Deolu,I can feel your pain but i pray that God should be your strenght.We all know the impact of mothers in their childs life.I don’t ever want to imagine losing my mine.God will continue to strenght you we love you!
Even though i know you are strong and trying your best to hold heart for the recent departure of your Mum, i pray that God will give you more Grace and strenght beyond measure to bear the absence of your Mum in body, i feel you my brother, my heart beats as i read all these account, all i can say is that it is well with you, stay strong, we shall meet your Mum in Heaven.
Wonderful..
The basis of these was also on a series of write-ups i wrote for a soon to be published magazine.

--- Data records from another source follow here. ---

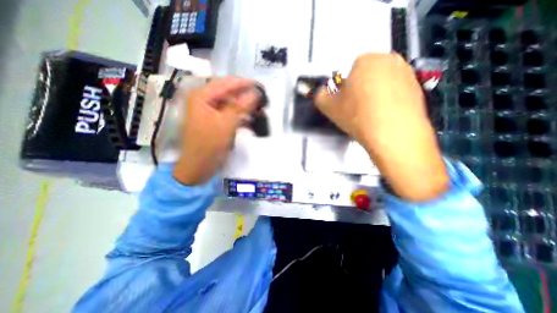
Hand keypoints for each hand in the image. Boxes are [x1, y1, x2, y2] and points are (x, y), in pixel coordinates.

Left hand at [173, 79, 261, 184]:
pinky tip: (252, 122)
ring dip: (246, 108)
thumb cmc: (209, 144)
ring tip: (260, 111)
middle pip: (229, 94)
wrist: (199, 167)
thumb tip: (255, 92)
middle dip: (246, 97)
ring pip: (232, 105)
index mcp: (202, 96)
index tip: (260, 85)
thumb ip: (241, 106)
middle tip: (262, 99)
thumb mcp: (226, 123)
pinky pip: (231, 115)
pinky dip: (242, 118)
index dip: (244, 84)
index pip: (226, 83)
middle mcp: (205, 101)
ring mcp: (211, 112)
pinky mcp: (217, 122)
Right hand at [317, 53, 446, 199]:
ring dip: (374, 95)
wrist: (392, 134)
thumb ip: (320, 96)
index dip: (345, 88)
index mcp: (366, 60)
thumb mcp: (328, 107)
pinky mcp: (418, 88)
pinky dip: (388, 101)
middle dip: (360, 88)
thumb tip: (322, 93)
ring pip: (381, 83)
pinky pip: (396, 91)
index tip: (345, 102)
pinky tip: (384, 115)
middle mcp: (389, 60)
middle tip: (357, 108)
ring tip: (370, 114)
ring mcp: (406, 73)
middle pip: (367, 75)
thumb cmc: (358, 116)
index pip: (350, 70)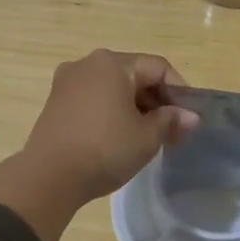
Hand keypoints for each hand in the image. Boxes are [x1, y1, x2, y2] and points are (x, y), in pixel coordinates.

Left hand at [0, 50, 198, 240]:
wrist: (49, 177)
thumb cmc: (104, 150)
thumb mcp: (146, 137)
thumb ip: (170, 121)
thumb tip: (191, 116)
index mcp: (112, 63)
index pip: (158, 67)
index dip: (179, 91)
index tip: (188, 119)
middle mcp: (87, 63)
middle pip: (134, 75)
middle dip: (157, 101)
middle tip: (172, 131)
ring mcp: (67, 82)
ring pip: (113, 88)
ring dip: (135, 107)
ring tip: (148, 137)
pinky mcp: (55, 102)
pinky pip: (94, 99)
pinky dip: (111, 112)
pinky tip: (119, 137)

You will soon get over the Missing part
D lessons 2 learn from her worth more than silver & gold, u’re a chip of d old block.keep riding higher and higher in all dat u do.May the Lord continously strenghten u.amen.we all miss u mama.
Chairman,am happy that your mum lived a fulfilled life..The God that has given you the strong heart to bear it will continue to strength you and the rest of your family..
Chief,
Whata glorious life! Whata blessed living. God help me and May He help our generation! God Bless you sir!
Dear Deolu,
These are invaluable lessons to be learned from a life deeply lived. I was privileged to hear wonderful things about mummy, about all the impact she made in the community where she lived. She was indeed a good woman with a large heart. LIFE IS NOT ONLY IN THE QUANTITY, BUT ALSO IN THE QUALITY. I pray the good Lord will help u guys to continue in her good works n maintain her legacy. It is well.
“Do what you love, and do it with love”
I love browsing that is why internet business is the best fit for me.
Her children shall call her blessed. The Lord keep watch over you and yours.
Chairman, It is very painful to loose such a wonderful mum but I want you to know that mum is in Heaven with Jesus.
It is well Chairman! These kind of lessons only come from great people, born or made. She was great willingly and thankfully we have these lessons to learn from her now. God will uphold you!
Deolu, what you have written here simply speaks much of your person and level of wisdom, you have a choice to take a break from what you do best but no you are still here doing your thing. I sympathise with you.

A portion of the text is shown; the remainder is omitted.